Step 4: Write the result. Depending on Copy-on-Write or Merge-on-Read mode, Spark either rewrites entire data files or writes delete files + new data files.

The critical performance factor is Step 1 — how much of the target table Spark actually reads. A full table scan on a 10 TB table is catastrophically expensive. The goal is to make Spark read only the files that could contain matching rows.

The Push-Down Predicate Strategy

The single most impactful optimization for MERGE INTO is adding a push-down predicate — a condition in the ON clause that maps to the table's partition spec, enabling Iceberg to prune irrelevant partitions and files.

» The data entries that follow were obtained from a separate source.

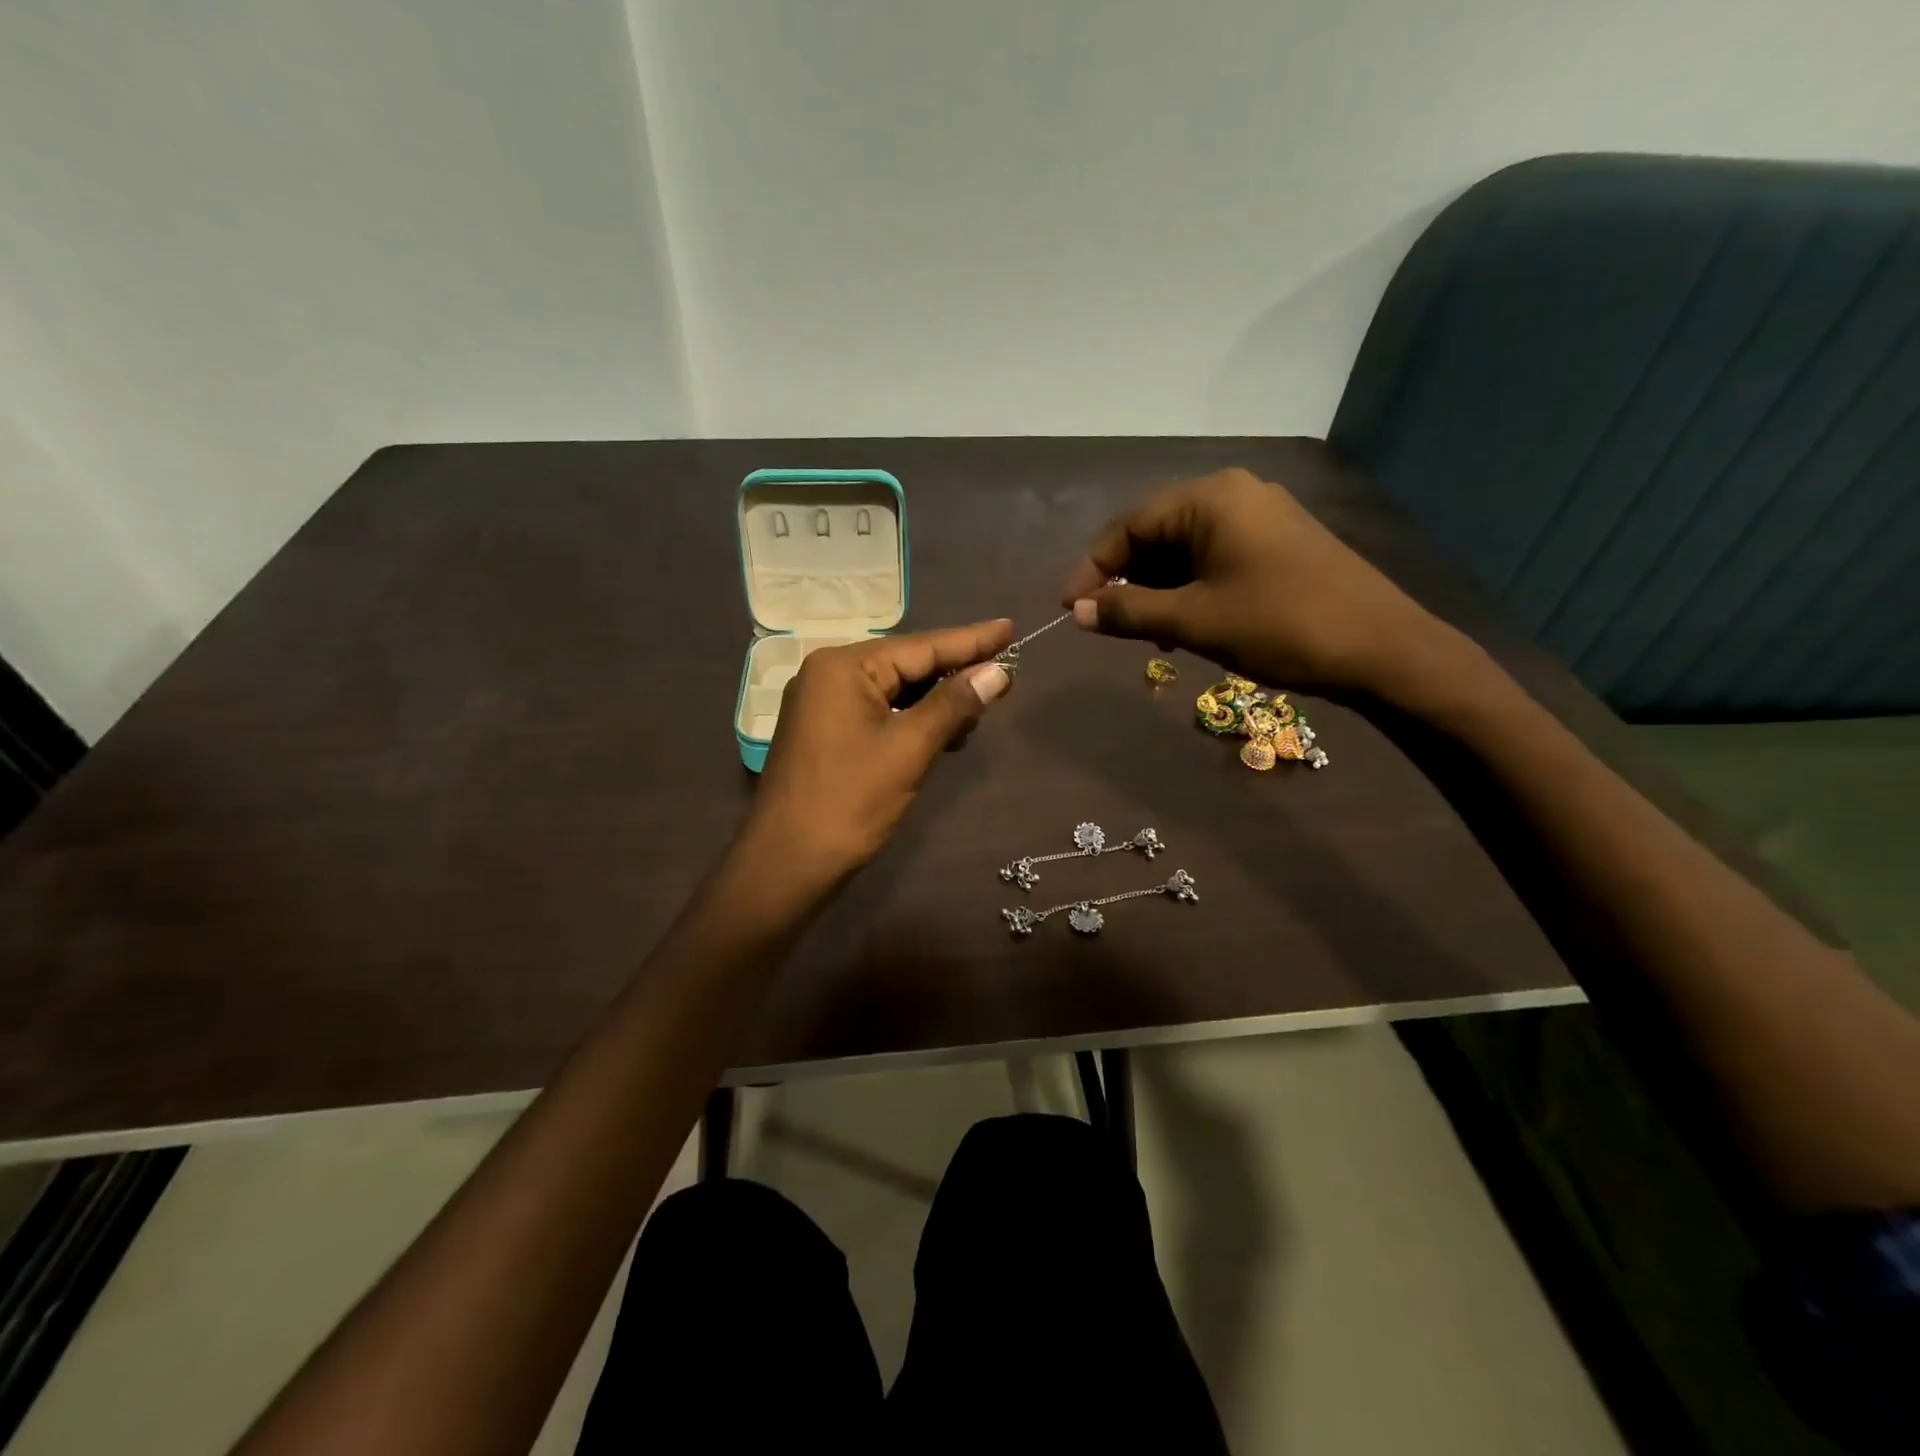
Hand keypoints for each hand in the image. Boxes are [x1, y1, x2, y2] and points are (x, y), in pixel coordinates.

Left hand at [748, 620, 1013, 882]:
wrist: (787, 863)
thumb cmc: (849, 802)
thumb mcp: (909, 749)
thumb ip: (954, 705)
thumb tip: (998, 672)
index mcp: (844, 667)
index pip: (921, 646)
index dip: (971, 640)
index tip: (1010, 628)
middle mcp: (829, 674)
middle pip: (907, 664)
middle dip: (955, 674)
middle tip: (1004, 677)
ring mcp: (824, 704)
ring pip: (895, 691)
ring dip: (937, 702)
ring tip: (978, 714)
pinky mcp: (827, 732)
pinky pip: (880, 712)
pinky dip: (914, 721)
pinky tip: (944, 735)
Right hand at [1060, 468, 1455, 696]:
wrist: (1383, 649)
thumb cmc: (1281, 626)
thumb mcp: (1195, 621)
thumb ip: (1129, 612)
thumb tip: (1079, 612)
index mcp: (1210, 498)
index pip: (1128, 525)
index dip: (1092, 567)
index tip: (1070, 608)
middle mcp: (1233, 494)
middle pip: (1155, 532)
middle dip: (1126, 579)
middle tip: (1109, 623)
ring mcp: (1260, 516)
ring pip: (1184, 547)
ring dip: (1157, 588)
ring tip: (1148, 632)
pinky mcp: (1278, 542)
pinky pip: (1214, 556)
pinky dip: (1189, 587)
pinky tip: (1186, 623)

The Problem: Full Table Scans

Consider this common pattern:

MERGE INTO analytics.events t
USING staging.daily_events s
ON t.event_id = s.event_id
WHEN MATCHED THEN UPDATE SET *
WHEN NOT MATCHED THEN INSERT *

This looks reasonable, but it forces a full table scan. Why? Because event_id is not a partition column. Iceberg cannot determine which partitions or files might contain matching event_id values without reading every file's statistics — and if event_id values are randomly distributed, min/max statistics will not help either.

If analytics.events is partitioned by day(event_time) and holds 2 years of data, Spark just read 730 daily partitions to merge one day of staging data.

The Solution: Add a Partition-Scoped Predicate

MERGE INTO analytics.events t
USING staging.daily_events s
ON t.event_id = s.event_id
AND t.event_time >= '2026-02-12'
AND t.event_time < '2026-02-13'
WHEN MATCHED THEN UPDATE SET *
WHEN NOT MATCHED THEN INSERT *

By adding t.event_time >= '2026-02-12' AND t.event_time < '2026-02-13' to the ON clause, Iceberg can now prune all partitions except February 12th. Instead of scanning 730 partitions, Spark scans exactly 1.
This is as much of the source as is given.